Buffer overflows are pretty neat.

I recently came across a challenge on HTB where we were given a simple binary, that took in a user input and spit it right back out at us. Initially I used GHIDRA to try and dig through the binary for string values that might be useful (there weren’t any). After some browsing of the disassembled code, we see a function called flag() being stored on the stack. However, this function is never called by main() so even though we’re typing an input for the program, it’s not actually doing anything with it other than just spitting it right back out. However, the function that takes our input uses insecure C-functions like gets and from GHIDRA you can see there’s a character array declared for an input buffer with a defined size of 180.

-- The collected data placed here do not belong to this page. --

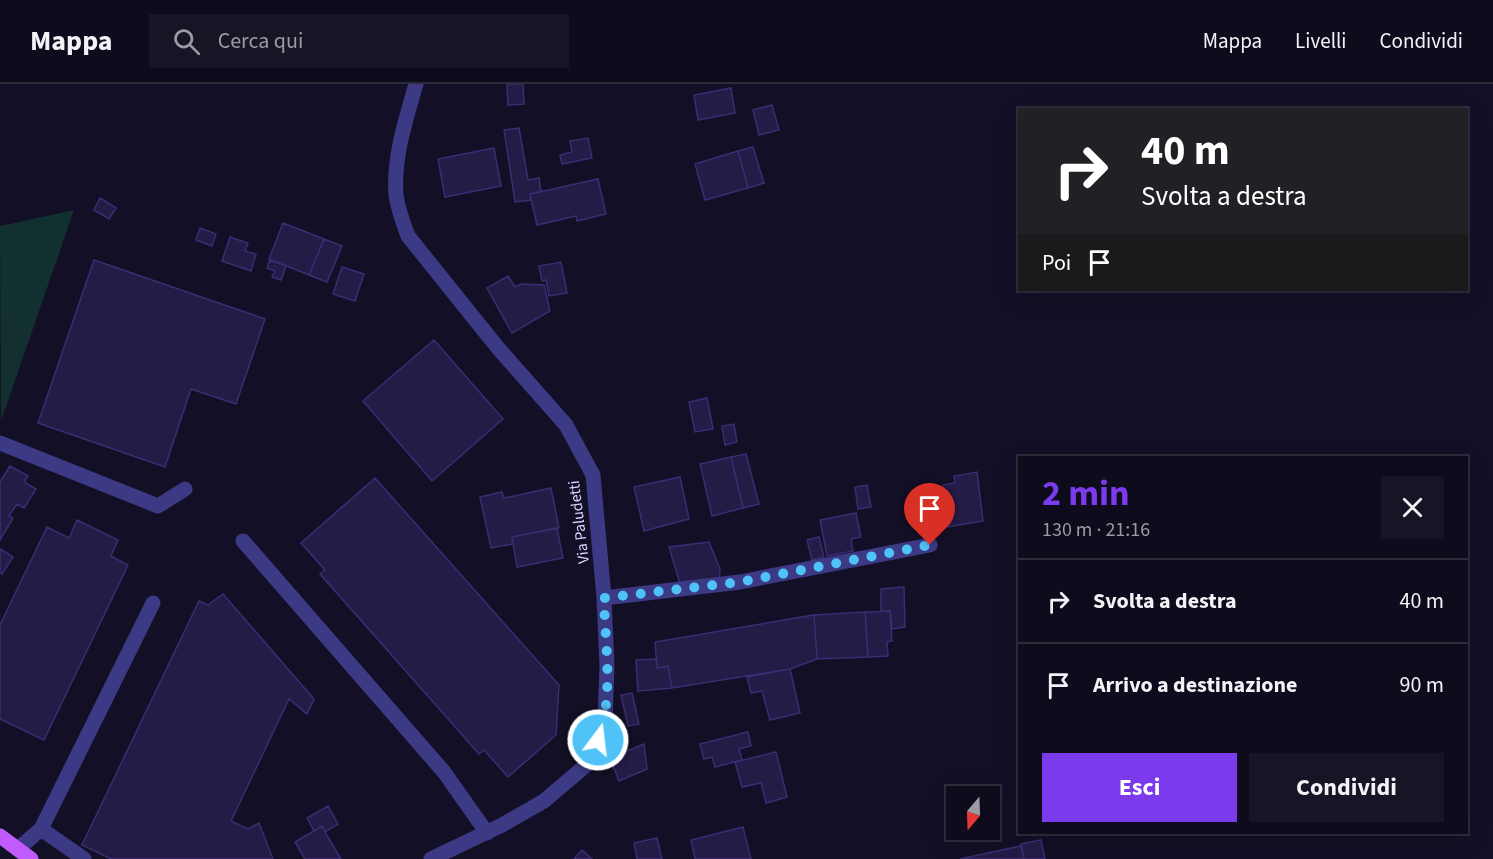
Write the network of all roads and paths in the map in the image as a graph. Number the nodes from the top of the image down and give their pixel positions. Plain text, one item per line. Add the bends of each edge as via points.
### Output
1 (416, 84) edge
2 (0, 443) edge
3 (185, 489) dead end
4 (243, 541) dead end
5 (930, 545) dead end
6 (604, 598) junction
7 (153, 603) dead end
8 (41, 829) junction
9 (487, 833) junction
10 (0, 836) edge
11 (18, 849) junction
12 (31, 859) edge
13 (84, 859) edge
14 (431, 859) edge

1 - 6 street, Via Paludetti via 400,144 396,194 408,236 566,425 593,475
2 - 3 street via 158,506
4 - 9 street via 444,772
5 - 6 street via 740,582
6 - 9 street, Via Paludetti via 605,720 591,761 544,801
7 - 8 street
8 - 11 street
8 - 13 street
9 - 14 street, Via Paludetti
10 - 11 main road
11 - 12 main road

A “brief” tangent about arrays, and memory

Without going too deep into programming (or computer architecture), there’s an important fact to remember. An “array” is really just a contiguous block of memory, with it’s starting point being the memory address of the first element in the array. The variable name we assign to the array is really just a label representing a pointer to that first element’s memory address. High-level abstracted languages like C or C++ allow us to iterate through an array with index notation - e.g. arr[i] - to access the contents of the array at that index. What’s happening at the hardware level is, we’re using the base address of the array (lets say 1000) and then adding an offset (i*n, where n is the size of the array’s data type). So in short, arr[1] is really just shorthand for the value stored at memory address 1000 + (1*n).

Why’s this important?

C is an incredibly powerful language. It allows us to interact directly with hardware, but it comes at the price of not having good checks in place to prevent us from doing anything dumb. One of the dumb things we can do, is access an out-of-bounds memory address using arrays. In this case, we have an array size of 180 characters, but what happens when we start using inputs that are over 180? Eventually, we’re going to cause the program to crash with a segmentation fault. In simple terms, we try to access a part of memory that we shouldn’t and the computer gets angry at us and kicks us out.

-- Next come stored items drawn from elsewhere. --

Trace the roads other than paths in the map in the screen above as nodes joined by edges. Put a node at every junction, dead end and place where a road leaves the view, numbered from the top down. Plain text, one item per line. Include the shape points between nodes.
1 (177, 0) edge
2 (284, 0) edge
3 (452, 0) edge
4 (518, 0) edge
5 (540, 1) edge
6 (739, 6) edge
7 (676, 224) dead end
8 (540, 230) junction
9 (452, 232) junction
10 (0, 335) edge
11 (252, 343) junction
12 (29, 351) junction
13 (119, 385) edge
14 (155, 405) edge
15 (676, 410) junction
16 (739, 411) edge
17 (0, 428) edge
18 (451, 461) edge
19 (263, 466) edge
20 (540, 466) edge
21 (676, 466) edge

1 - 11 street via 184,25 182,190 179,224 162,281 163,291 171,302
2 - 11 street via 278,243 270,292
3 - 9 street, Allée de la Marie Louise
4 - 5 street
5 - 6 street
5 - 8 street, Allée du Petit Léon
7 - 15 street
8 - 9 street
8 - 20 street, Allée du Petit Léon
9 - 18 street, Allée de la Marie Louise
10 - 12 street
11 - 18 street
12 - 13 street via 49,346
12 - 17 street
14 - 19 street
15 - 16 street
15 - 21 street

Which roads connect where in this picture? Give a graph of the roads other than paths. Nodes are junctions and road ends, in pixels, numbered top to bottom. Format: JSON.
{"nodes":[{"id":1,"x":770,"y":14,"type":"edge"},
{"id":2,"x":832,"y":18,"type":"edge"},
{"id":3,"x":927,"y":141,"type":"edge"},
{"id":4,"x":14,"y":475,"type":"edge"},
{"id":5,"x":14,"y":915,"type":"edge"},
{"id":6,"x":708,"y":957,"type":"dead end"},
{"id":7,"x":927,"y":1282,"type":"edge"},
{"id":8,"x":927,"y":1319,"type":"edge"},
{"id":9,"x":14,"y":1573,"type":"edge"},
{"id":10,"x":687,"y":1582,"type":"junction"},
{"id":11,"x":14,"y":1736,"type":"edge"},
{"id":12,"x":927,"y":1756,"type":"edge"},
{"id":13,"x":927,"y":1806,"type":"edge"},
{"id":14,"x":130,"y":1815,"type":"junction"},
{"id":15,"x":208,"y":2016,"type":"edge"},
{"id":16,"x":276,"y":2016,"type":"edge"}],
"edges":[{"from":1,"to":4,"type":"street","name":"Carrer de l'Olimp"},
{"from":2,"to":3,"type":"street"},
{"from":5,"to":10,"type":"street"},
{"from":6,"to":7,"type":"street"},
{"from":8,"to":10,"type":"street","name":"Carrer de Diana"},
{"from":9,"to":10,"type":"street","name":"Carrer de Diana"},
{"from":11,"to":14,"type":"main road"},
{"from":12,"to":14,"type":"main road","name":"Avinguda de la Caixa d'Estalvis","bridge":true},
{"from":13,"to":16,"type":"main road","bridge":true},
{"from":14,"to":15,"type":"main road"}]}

Finding the point at which a program will encounter a segmentation fault.

I’m not going to explain buffer overflows in this post, just try and tie together everything I’ve written about and why it’s relevant. Finding the point in memory at which a segfault occurs is really important in the process of performing a buffer overflow attack. However, we might not always have access to cool tools like gdb or GHIDRA that allow us to visualize a program’s logic. So i thought to myself, how could I figure out what byte offset I would need to get the program to go where I want it to go in memory (our goal being that flag() function).

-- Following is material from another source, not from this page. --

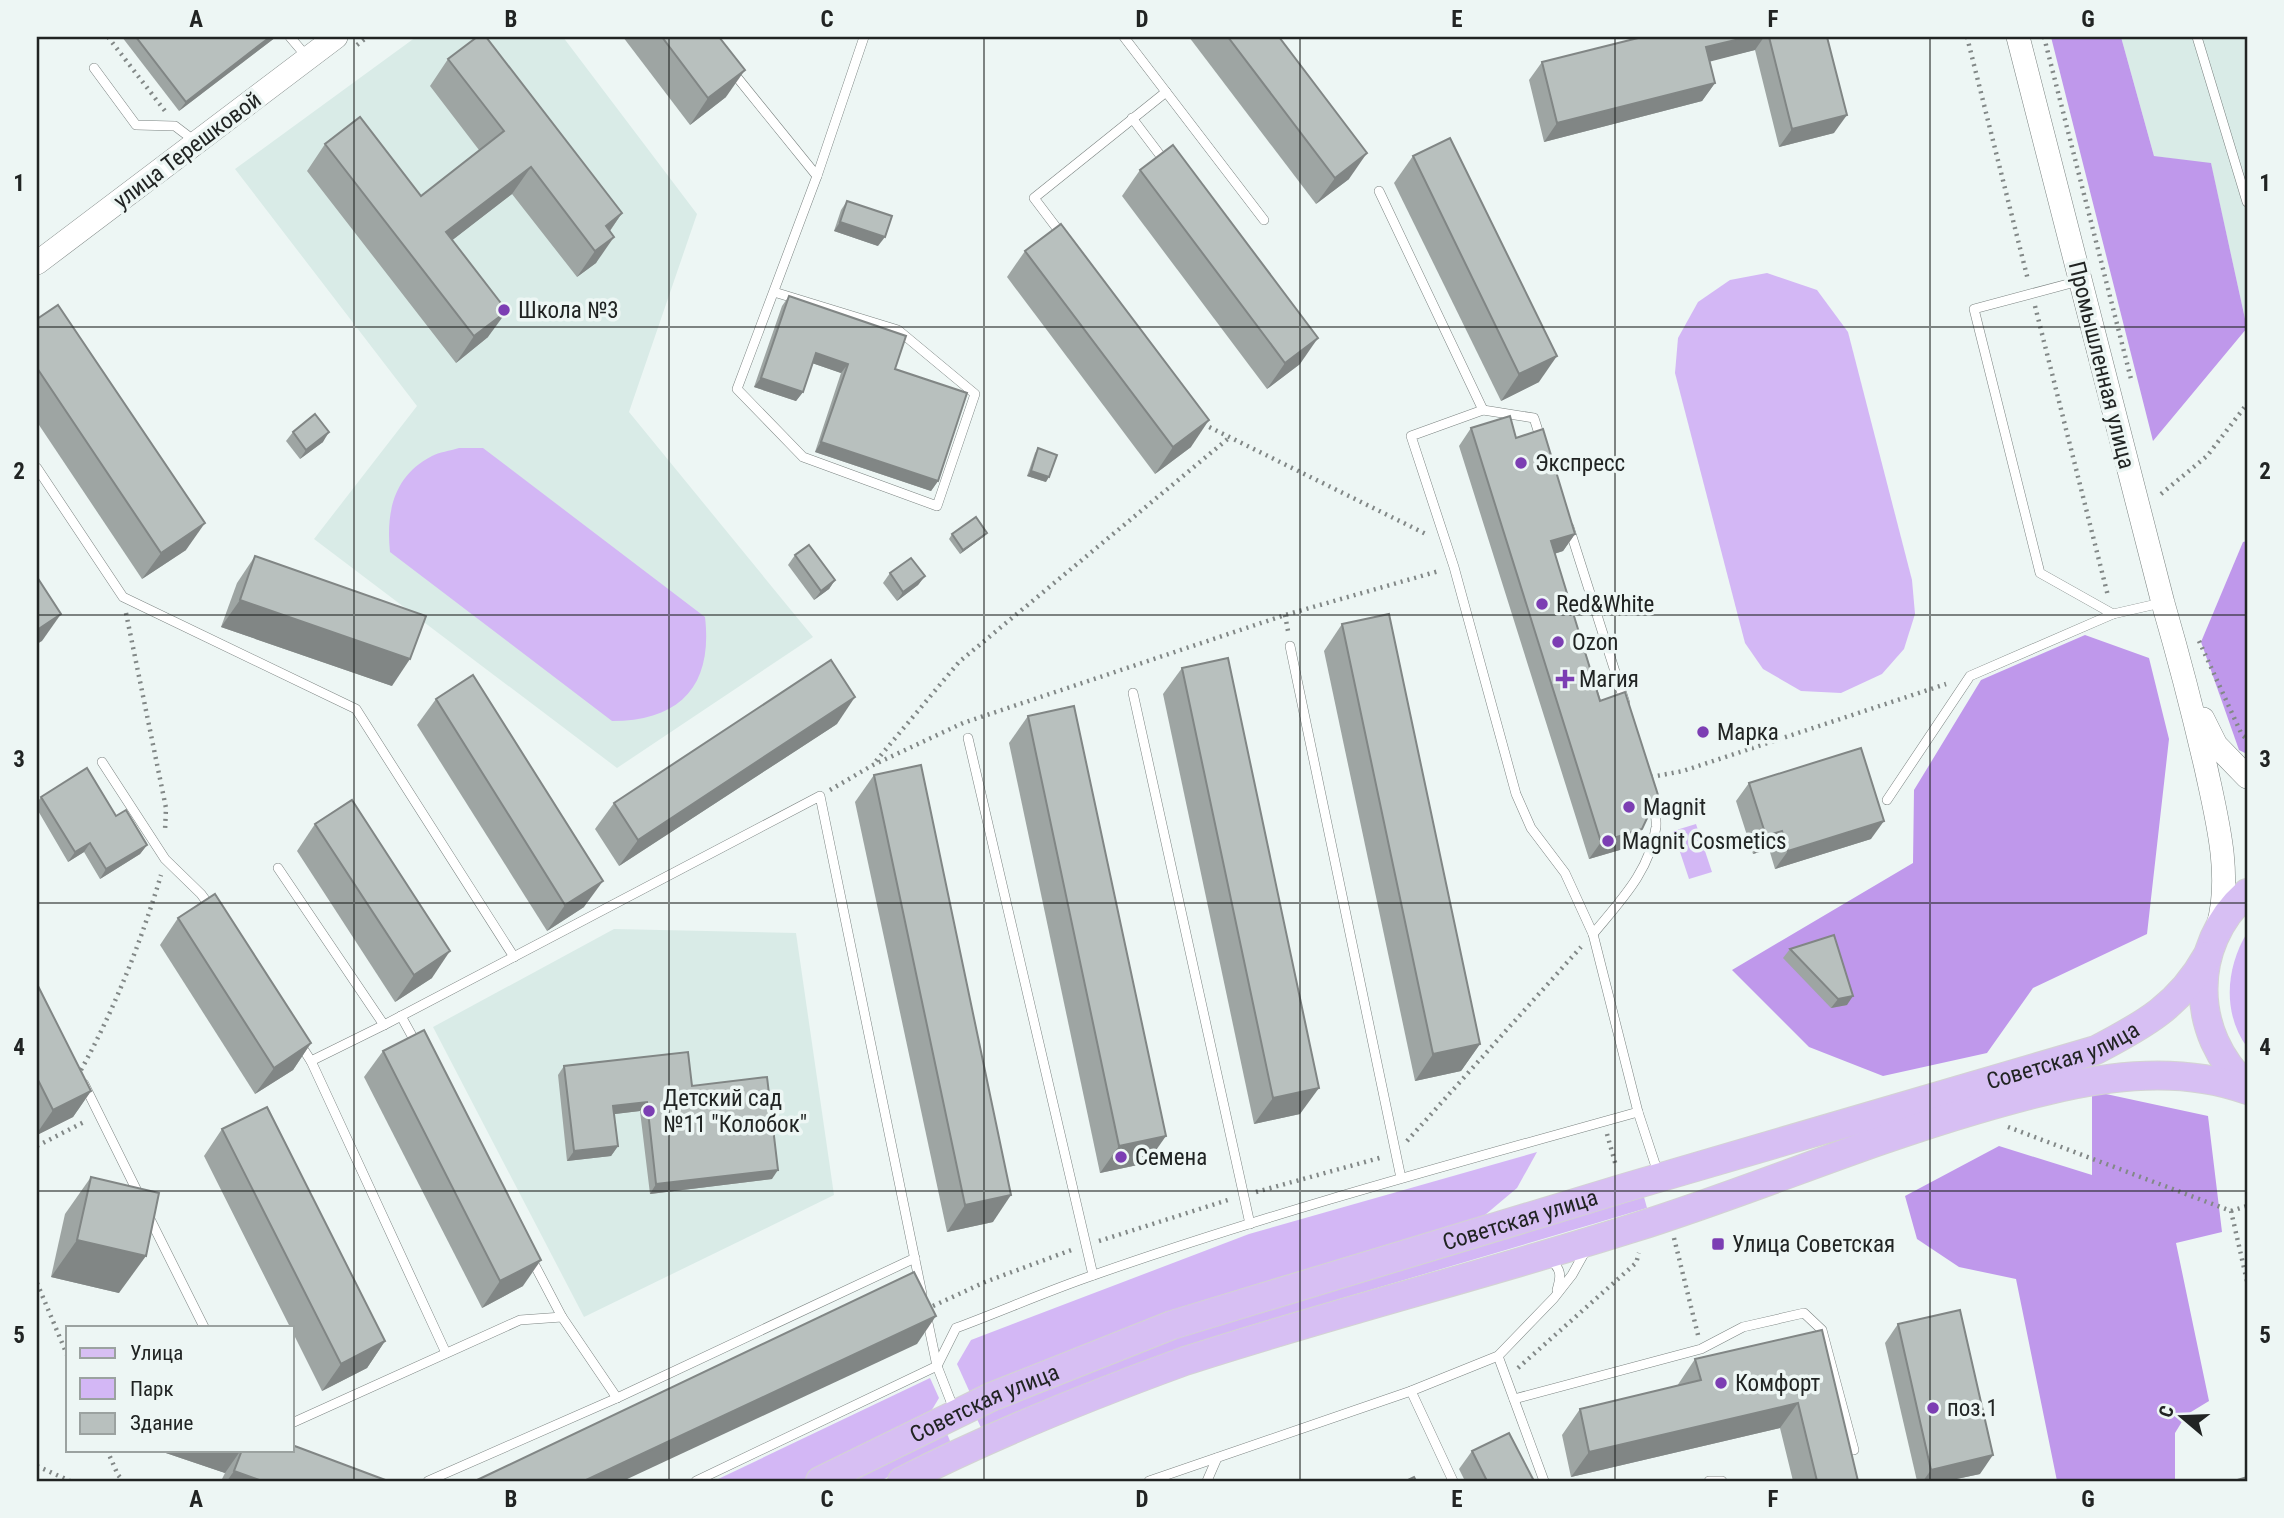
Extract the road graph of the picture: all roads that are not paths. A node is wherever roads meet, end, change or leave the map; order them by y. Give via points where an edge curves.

Imagine we have a program, vuln, and it only takes in an input. We can use something like python3 -c "print('A' * 69)" | ./vuln in order to generate a “payload” of 69 A’s to use as our input. Since our input buffer can handle 180 characters, this program will execute properly and exit without error. However, what happens if we do python3 -c "print('A' * 181)" | ./vuln which is 1 more character than our buffer? Huh… it still works… The same will happen at 182 and 183, but when we hit 184, we get the program to crash - so 184 is the offset we’d need to use.

What if the buffer is really big or we don’t know the buffer’s size limit? How can we test in an efficient way without guessing for hours? That’s where I thought to just automate it with a script in bash.

Using Shell Exit-codes

Okay so basically, any time we run a command in linux we can echo $? immediately after to get the program’s exit code (even something as “simple” as echo is a program). If the program executes and exits gracefully, the exit code, $?, will return 0. If it doesn’t exit properly, $? gets set to some non-zero value. In order to determine what that exit code is, we can just do something super obnoxious like set a high value to start (e.g. python3 -c "print('A' * 4000000000000000000000)" | ./vuln). After running that, we can echo $? to get our exit code - in the case of this challenge, it happened to be 139. Using that knowledge I came up with this script that will break once it gets an exit code of 139 back - signalling to us we hit the seg fault we were looking for.

#!/bin/bash

n=0
while true
do
	let n=$n+1
	python3 -c "print('A' * $n)" | ./vuln &> /dev/null
	if [ $? == 139 ]; then
 		echo "Offset = $n"
   		break
	fi
done

Hope this is useful to anyone else getting started with buffer overflows. Really it’s about trial and error, and this is the starting point. You’d still need to fill the remaining bytes of the buffer in a manner that allows us to overwrite the return address to exit the program from the flag function. Remember, the goal of buffer overflows is to use vulnerable functions in order to overwrite the return address and get the binary to go where we want it to go, and execute the code we want it to.